▸ **WHAT IS EXPECTED**
Since the data must remain as supplied, reproduce it word for word.

Stored items from a collection
┄┄┄┄┄┄┄┄┄┄

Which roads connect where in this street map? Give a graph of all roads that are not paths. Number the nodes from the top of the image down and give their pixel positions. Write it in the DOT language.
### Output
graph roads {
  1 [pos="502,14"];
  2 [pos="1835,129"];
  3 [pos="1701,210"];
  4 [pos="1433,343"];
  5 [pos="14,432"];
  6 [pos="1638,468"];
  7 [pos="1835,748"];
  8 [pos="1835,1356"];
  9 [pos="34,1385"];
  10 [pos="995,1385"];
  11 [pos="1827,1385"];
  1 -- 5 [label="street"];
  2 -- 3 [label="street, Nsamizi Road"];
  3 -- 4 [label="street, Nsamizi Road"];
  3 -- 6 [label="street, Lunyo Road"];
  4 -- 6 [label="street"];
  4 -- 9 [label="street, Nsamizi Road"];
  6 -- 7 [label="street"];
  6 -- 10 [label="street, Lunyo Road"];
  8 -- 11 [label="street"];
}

┄┄┄┄┄┄┄┄┄┄

▸ **RESPONSE**
Which roads connect where in this street map? Give a graph of all roads that are not paths. Number the nodes from the top of the image down and give their pixel positions. Write it in the DOT language.
### Output
graph roads {
  1 [pos="502,14"];
  2 [pos="1835,129"];
  3 [pos="1701,210"];
  4 [pos="1433,343"];
  5 [pos="14,432"];
  6 [pos="1638,468"];
  7 [pos="1835,748"];
  8 [pos="1835,1356"];
  9 [pos="34,1385"];
  10 [pos="995,1385"];
  11 [pos="1827,1385"];
  1 -- 5 [label="street"];
  2 -- 3 [label="street, Nsamizi Road"];
  3 -- 4 [label="street, Nsamizi Road"];
  3 -- 6 [label="street, Lunyo Road"];
  4 -- 6 [label="street"];
  4 -- 9 [label="street, Nsamizi Road"];
  6 -- 7 [label="street"];
  6 -- 10 [label="street, Lunyo Road"];
  8 -- 11 [label="street"];
}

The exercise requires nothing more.